::: Extracted material :::
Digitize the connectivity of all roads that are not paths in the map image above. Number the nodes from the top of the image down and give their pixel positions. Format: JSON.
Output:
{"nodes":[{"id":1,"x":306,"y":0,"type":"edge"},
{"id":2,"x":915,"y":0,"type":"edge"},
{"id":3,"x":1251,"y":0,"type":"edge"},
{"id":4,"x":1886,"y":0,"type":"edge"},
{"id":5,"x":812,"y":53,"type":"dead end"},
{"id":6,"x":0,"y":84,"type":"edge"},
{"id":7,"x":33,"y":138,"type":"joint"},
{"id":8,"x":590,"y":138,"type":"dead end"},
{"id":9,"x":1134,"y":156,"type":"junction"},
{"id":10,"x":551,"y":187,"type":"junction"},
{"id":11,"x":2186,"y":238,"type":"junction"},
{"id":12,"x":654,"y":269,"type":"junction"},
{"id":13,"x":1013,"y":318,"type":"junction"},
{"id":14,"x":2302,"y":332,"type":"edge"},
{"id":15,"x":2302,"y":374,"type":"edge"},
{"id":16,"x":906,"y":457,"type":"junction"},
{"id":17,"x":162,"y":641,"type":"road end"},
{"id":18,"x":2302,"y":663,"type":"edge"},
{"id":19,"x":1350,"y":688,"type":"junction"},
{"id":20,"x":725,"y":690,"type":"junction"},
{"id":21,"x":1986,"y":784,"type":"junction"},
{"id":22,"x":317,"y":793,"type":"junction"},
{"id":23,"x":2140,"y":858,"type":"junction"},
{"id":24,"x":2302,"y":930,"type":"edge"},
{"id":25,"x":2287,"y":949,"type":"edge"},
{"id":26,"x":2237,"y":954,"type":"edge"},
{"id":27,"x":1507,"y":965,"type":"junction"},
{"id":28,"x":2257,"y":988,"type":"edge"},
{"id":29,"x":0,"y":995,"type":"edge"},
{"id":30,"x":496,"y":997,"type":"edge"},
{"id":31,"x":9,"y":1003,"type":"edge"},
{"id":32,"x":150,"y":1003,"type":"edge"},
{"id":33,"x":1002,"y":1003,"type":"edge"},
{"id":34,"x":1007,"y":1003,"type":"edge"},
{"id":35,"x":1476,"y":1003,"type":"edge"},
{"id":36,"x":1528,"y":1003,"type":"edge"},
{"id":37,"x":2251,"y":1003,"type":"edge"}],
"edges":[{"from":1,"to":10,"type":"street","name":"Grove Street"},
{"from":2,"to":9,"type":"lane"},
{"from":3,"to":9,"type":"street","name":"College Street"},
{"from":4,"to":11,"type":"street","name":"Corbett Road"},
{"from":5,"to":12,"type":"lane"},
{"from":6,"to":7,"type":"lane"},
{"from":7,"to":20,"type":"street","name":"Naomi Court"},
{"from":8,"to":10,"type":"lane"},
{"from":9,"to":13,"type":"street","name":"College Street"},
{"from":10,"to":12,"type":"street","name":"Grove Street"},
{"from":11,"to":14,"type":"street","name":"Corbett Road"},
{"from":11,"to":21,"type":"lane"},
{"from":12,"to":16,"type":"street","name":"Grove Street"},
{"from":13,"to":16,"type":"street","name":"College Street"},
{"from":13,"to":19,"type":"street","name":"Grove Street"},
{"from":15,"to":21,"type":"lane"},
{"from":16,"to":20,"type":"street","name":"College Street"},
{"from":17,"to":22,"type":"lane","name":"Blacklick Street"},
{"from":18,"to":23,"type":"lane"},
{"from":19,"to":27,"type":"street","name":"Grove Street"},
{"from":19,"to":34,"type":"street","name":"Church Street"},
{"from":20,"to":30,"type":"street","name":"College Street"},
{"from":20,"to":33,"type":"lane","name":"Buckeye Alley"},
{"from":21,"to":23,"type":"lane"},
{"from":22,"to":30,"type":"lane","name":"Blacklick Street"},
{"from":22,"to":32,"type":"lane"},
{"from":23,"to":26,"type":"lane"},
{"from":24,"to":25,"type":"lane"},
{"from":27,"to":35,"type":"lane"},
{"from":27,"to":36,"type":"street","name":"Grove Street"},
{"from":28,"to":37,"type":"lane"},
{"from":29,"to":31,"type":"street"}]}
:::
Which of the lines above include the string "junction"? Pick them out and copy them.

__Answer to this exercise__
{"id":9,"x":1134,"y":156,"type":"junction"},
{"id":10,"x":551,"y":187,"type":"junction"},
{"id":11,"x":2186,"y":238,"type":"junction"},
{"id":12,"x":654,"y":269,"type":"junction"},
{"id":13,"x":1013,"y":318,"type":"junction"},
{"id":16,"x":906,"y":457,"type":"junction"},
{"id":19,"x":1350,"y":688,"type":"junction"},
{"id":20,"x":725,"y":690,"type":"junction"},
{"id":21,"x":1986,"y":784,"type":"junction"},
{"id":22,"x":317,"y":793,"type":"junction"},
{"id":23,"x":2140,"y":858,"type":"junction"},
{"id":27,"x":1507,"y":965,"type":"junction"},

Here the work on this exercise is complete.